Giovane morta di anoressia, la Asl si difende: "Non abbiamo rifiutato le cure"

Il direttore sanitario Orsatti precisa che Maria Elena è sempre stata seguita dal Centro di salute mentale, ma la struttura scelta dalla famiglia per le cure sforava il budget giornaliero consentito dall'azienda, che aveva chiesto una documentazione per indicare l'indispensabilità del ricovero proprio in quel centro

La Asl di Chieti si difende dalle accuse della famiglia di Maria Elena, la giovane teatina morta il 1° agosto scorso, a 26 anni, dopo una dura e lunga lotta contro l'anoressia. Sulla stampa, il fratello Alessandro Pomipili aveva accusato l'azienda sanitaria di non aver consentito alla ragazza di continuare a curarsi fuori regione, in un centro specializzato in Toscana. 

Rispettando la delicatezza del caso e il dolore della famiglia, il direttore sanitario della Asl Vincenzo Orsatti, smentisce una presunta negligenza dell'azienda sanitaria, puntualizzando:

Non corrisponde al vero l’accusa secondo cui la giovane donna di Chieti affetta da anoressia sia morta nell’indifferenza o, peggio ancora, per colpa della nostra azienda che le avrebbe negato le cure.

Orsatti ricostruisce le vicende sanitarie di Maria Elena, malata di anoressia dall'età di 13 anni: 

Dopo essersi rivolta al nostro Centro di salute mentale, la ragazza ha seguito un percorso riabilitativo, autorizzato e pagato dalla Asl, in una struttura della Toscana. All’aggravarsi delle sue condizioni fisiche, si era reso necessario un ricovero in un ospedale toscano, dove le erano state riscontrate alterazioni metaboliche che ne modificavano il profilo assistenziale: in sostanza, era emersa la necessità che fosse seguita in una struttura a vocazione clinica, più che riabilitativa.

Tornata in Abruzzo, ha avuto nuovamente bisogno di un ricovero nell’ospedale di Chieti.

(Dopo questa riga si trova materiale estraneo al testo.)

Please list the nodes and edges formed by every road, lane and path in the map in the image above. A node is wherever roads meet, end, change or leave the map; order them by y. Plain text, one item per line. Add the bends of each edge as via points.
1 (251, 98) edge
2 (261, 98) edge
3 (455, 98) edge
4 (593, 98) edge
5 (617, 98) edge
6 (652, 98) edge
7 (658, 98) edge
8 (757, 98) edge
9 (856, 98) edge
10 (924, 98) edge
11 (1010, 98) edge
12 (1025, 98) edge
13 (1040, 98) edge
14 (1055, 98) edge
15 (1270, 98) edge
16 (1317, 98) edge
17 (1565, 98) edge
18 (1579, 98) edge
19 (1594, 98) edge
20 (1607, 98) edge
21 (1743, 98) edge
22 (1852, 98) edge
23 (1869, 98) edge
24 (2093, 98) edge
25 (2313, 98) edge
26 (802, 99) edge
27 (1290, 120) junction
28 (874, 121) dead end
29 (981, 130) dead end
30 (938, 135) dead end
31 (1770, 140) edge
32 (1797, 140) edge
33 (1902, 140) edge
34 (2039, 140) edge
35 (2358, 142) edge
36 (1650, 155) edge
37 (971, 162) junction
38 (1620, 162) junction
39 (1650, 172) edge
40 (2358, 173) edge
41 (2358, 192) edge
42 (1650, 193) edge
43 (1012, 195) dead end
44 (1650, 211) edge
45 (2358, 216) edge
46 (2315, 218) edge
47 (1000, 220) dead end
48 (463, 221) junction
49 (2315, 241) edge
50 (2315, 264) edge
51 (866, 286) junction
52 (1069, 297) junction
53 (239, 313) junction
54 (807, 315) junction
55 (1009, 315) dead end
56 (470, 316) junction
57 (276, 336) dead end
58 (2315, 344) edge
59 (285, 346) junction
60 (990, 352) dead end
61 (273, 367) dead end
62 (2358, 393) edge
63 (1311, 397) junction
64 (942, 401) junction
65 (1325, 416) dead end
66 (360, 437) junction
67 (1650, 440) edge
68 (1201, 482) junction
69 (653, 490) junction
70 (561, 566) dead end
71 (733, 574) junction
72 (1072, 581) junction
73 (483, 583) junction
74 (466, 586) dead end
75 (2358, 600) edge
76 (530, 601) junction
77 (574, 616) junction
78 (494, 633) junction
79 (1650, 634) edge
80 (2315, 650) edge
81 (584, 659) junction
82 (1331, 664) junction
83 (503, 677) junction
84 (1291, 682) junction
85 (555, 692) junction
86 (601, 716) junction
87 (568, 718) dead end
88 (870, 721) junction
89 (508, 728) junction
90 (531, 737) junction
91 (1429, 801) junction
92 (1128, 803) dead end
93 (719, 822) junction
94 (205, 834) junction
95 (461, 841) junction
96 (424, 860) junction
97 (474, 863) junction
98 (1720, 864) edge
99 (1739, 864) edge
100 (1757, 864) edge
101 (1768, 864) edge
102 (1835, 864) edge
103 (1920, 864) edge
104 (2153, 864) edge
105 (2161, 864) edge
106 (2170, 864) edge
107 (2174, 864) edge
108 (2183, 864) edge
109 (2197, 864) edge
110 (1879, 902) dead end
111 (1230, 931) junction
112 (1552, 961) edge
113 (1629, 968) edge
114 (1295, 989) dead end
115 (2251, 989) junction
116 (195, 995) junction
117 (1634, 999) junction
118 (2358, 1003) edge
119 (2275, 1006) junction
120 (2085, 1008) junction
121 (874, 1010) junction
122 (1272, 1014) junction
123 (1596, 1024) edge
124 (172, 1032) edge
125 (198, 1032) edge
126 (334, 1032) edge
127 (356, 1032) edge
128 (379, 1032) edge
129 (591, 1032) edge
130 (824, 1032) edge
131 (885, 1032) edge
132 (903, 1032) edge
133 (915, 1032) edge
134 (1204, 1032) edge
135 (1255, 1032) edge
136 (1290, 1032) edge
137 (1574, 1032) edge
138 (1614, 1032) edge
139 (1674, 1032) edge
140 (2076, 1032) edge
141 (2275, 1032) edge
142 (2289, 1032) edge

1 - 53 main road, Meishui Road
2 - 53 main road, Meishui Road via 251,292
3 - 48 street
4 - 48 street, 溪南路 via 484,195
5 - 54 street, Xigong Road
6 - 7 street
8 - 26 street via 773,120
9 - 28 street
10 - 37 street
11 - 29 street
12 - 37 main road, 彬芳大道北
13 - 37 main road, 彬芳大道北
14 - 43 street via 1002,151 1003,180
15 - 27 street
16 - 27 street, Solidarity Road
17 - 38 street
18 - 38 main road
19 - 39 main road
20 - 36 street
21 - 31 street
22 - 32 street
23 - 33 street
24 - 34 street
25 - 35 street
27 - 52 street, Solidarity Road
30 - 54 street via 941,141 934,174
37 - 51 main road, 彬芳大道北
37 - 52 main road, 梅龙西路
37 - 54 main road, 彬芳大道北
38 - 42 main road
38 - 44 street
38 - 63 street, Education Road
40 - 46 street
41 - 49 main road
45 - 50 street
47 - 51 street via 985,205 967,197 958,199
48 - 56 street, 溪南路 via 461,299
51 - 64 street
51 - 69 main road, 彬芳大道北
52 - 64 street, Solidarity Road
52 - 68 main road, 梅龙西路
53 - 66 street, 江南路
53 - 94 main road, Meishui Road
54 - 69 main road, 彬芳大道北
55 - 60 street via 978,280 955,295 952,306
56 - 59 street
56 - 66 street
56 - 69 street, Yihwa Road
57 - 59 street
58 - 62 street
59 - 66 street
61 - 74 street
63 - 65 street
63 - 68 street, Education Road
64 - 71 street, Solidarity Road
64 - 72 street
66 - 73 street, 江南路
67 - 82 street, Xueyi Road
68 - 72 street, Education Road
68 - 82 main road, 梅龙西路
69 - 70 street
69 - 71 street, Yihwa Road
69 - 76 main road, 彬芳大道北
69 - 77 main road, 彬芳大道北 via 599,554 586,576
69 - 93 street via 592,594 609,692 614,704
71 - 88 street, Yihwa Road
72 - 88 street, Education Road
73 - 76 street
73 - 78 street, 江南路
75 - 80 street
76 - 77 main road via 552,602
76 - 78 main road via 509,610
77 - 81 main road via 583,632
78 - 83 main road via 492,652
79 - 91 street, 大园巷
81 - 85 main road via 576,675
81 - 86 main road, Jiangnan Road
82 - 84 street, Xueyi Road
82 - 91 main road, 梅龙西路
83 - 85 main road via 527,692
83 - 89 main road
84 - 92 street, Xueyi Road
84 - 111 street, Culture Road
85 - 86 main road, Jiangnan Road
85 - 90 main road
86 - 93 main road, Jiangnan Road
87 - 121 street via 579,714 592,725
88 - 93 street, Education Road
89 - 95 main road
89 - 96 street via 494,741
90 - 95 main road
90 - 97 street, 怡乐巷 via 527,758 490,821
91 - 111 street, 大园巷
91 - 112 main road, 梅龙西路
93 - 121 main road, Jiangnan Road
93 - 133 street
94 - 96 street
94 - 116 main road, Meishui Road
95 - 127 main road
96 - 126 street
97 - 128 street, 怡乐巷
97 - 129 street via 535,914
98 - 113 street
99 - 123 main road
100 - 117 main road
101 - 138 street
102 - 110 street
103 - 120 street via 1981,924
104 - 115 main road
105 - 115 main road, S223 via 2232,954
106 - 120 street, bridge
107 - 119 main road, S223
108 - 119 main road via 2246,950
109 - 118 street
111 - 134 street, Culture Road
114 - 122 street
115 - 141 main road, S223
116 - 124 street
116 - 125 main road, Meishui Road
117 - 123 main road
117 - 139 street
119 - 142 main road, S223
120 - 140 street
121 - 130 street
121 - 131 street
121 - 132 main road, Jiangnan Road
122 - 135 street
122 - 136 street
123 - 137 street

Una volta dimessa, è stata seguita con un articolato programma di assistenza domiciliare che prevedeva anche la nutrizione artificiale. Tutto questo mentre il Centro di salute mentale di Chieti era alla ricerca della struttura più appropriata, dopo che la famiglia aveva rifiutato un centro locale specializzato nella cura dei disturbi dell’alimentazione, autorizzato e accreditato.

Sul fronte economico, il direttore sanitario della Asl spiega che l'azienda ha un budget ben preciso per il ricovero in strutture specializzate fuori regione, che ammonta a 210 euro giornaliere. La struttura scelta dalla famiglia, però, ne richiedeva 279

una cifra di gran lunga superiore al tetto consentito per fare fronte alla quale la Asl aveva chiesto una documentazione che attestasse l’indispensabilità del ricorso a quel centro. Come noto, il corretto utilizzo delle risorse economiche a disposizione è un preciso obbligo dell’azienda, che ne risponde davanti alla magistratura contabile.

Pertanto, pur avendo il massimo rispetto per la vicenda e per il dolore dei familiari, non possiamo accettare di essere stati inerti, indifferenti o colpevoli rispetto a quanto è accaduto. Né può essere addebitato come colpa all’azienda il fatto di avere chiesto doverosamente di documentare, sotto il profilo clinico, la necessità di un ricovero più costoso fuori regione.